• WHAT YOU WILL DO
What lines in the material hold the string "paths"? Copy out each of them.

START DATASET EXTRACT

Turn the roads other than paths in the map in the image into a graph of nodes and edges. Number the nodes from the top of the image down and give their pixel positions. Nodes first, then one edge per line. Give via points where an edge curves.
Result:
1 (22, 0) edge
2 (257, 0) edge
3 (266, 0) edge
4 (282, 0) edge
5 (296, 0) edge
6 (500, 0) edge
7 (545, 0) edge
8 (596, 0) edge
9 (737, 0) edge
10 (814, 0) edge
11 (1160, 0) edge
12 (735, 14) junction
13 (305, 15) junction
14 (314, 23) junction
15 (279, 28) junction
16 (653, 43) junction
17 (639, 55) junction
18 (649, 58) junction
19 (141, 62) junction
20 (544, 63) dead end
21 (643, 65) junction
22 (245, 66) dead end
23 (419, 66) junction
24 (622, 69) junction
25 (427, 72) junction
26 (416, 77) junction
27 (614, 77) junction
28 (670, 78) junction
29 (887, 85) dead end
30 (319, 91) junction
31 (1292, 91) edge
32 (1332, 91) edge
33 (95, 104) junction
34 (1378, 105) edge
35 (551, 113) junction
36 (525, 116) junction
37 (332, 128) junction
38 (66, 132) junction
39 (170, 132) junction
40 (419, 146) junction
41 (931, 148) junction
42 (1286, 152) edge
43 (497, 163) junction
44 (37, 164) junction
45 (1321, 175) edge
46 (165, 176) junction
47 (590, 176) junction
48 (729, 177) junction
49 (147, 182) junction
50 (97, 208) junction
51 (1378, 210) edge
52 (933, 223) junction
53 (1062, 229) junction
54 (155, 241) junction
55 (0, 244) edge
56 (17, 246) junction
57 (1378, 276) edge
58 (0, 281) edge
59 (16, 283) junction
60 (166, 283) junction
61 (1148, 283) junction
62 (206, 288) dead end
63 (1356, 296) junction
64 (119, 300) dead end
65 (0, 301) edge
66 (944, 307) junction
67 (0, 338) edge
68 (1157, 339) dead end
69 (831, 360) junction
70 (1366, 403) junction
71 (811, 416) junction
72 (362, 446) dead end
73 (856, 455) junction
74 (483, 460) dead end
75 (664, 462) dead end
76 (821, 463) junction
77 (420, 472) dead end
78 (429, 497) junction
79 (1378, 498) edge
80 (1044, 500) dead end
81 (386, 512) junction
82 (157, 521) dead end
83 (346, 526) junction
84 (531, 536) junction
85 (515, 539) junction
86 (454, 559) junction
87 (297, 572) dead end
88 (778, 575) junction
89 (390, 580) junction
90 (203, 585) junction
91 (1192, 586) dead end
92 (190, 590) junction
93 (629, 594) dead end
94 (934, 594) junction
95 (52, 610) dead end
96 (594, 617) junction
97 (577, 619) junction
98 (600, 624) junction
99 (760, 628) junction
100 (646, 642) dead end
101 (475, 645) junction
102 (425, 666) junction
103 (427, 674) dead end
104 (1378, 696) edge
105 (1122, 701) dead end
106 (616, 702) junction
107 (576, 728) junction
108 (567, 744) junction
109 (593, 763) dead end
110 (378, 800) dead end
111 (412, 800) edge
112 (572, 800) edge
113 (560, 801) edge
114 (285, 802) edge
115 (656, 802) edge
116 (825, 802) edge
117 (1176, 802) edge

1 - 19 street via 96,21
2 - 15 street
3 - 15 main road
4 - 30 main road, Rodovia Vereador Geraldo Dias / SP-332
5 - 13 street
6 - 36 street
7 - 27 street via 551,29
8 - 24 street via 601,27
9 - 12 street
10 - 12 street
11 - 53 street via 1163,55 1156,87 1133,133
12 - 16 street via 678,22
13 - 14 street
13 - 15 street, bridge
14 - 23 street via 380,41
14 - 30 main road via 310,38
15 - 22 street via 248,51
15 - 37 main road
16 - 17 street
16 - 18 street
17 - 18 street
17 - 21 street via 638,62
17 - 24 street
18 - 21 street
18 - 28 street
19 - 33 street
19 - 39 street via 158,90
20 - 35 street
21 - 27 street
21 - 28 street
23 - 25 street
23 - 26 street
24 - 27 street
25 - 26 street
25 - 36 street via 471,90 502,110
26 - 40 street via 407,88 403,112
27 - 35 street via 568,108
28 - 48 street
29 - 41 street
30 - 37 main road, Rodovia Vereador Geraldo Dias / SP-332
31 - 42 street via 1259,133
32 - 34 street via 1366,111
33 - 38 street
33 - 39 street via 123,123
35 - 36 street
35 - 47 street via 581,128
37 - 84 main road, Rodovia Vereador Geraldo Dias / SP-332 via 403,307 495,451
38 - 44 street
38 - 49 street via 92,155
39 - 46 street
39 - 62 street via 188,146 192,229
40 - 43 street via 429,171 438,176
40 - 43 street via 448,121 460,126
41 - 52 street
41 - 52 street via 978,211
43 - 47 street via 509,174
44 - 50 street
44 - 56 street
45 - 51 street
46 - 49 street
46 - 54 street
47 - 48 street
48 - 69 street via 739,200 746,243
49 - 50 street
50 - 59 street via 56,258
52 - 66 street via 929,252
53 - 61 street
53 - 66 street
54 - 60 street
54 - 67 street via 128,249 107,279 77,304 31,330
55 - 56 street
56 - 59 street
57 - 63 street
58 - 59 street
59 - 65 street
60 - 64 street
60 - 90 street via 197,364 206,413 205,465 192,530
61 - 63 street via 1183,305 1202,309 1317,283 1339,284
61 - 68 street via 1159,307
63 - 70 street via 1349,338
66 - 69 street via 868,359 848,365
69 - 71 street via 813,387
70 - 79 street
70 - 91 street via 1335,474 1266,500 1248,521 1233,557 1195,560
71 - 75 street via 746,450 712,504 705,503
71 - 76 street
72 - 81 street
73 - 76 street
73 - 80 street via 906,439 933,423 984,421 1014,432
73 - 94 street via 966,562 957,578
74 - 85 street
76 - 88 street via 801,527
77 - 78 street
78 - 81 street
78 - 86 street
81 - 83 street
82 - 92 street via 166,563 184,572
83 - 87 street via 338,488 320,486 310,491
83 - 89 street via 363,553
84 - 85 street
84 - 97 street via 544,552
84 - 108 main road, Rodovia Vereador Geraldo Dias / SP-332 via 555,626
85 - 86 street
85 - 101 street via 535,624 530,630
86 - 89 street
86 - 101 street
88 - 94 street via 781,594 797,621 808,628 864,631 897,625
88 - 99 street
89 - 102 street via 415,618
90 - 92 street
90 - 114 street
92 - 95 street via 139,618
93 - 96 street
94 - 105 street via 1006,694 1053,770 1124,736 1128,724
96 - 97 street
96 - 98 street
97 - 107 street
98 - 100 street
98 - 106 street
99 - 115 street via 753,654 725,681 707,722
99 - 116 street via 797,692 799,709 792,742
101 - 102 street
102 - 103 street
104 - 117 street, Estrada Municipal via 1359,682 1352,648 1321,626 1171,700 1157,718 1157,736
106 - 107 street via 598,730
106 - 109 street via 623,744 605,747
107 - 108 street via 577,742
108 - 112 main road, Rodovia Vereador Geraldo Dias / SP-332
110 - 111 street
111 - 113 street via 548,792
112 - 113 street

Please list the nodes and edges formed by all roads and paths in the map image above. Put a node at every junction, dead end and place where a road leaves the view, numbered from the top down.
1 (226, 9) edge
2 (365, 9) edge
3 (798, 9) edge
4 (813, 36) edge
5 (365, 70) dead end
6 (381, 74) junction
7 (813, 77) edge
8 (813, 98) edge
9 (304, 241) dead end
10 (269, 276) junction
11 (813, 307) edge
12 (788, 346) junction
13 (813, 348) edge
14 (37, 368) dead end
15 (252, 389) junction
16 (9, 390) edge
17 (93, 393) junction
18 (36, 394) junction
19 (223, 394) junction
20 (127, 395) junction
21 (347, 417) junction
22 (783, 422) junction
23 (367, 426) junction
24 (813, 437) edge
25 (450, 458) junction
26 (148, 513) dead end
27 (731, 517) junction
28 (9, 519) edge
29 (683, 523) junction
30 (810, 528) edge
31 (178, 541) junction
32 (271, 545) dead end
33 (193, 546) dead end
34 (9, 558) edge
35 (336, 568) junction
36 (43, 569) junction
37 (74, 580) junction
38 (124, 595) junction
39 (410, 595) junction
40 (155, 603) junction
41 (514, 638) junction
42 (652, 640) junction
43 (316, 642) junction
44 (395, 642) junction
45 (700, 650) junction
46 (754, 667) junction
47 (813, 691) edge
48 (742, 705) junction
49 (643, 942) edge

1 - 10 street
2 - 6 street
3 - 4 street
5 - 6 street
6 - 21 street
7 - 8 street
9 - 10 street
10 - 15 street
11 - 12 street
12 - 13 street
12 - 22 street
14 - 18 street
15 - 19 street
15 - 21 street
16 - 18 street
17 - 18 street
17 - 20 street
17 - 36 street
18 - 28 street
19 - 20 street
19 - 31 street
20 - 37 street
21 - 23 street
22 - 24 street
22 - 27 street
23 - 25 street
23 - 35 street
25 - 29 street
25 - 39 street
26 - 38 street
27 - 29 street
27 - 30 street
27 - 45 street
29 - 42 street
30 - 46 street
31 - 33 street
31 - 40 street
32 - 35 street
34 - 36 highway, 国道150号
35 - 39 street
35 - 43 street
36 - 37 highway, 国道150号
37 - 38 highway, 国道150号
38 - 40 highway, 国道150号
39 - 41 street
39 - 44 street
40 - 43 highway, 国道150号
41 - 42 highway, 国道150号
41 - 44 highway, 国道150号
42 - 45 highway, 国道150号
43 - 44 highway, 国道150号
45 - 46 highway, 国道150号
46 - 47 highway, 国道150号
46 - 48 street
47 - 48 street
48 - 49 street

END DATASET EXTRACT

• ANSWER SPACE
Turn the roads other than paths in the map in the image into a graph of nodes and edges. Number the nodes from the top of the image down and give their pixel positions. Nodes first, then one edge per line. Give via points where an edge curves.
Please list the nodes and edges formed by all roads and paths in the map image above. Put a node at every junction, dead end and place where a road leaves the view, numbered from the top down.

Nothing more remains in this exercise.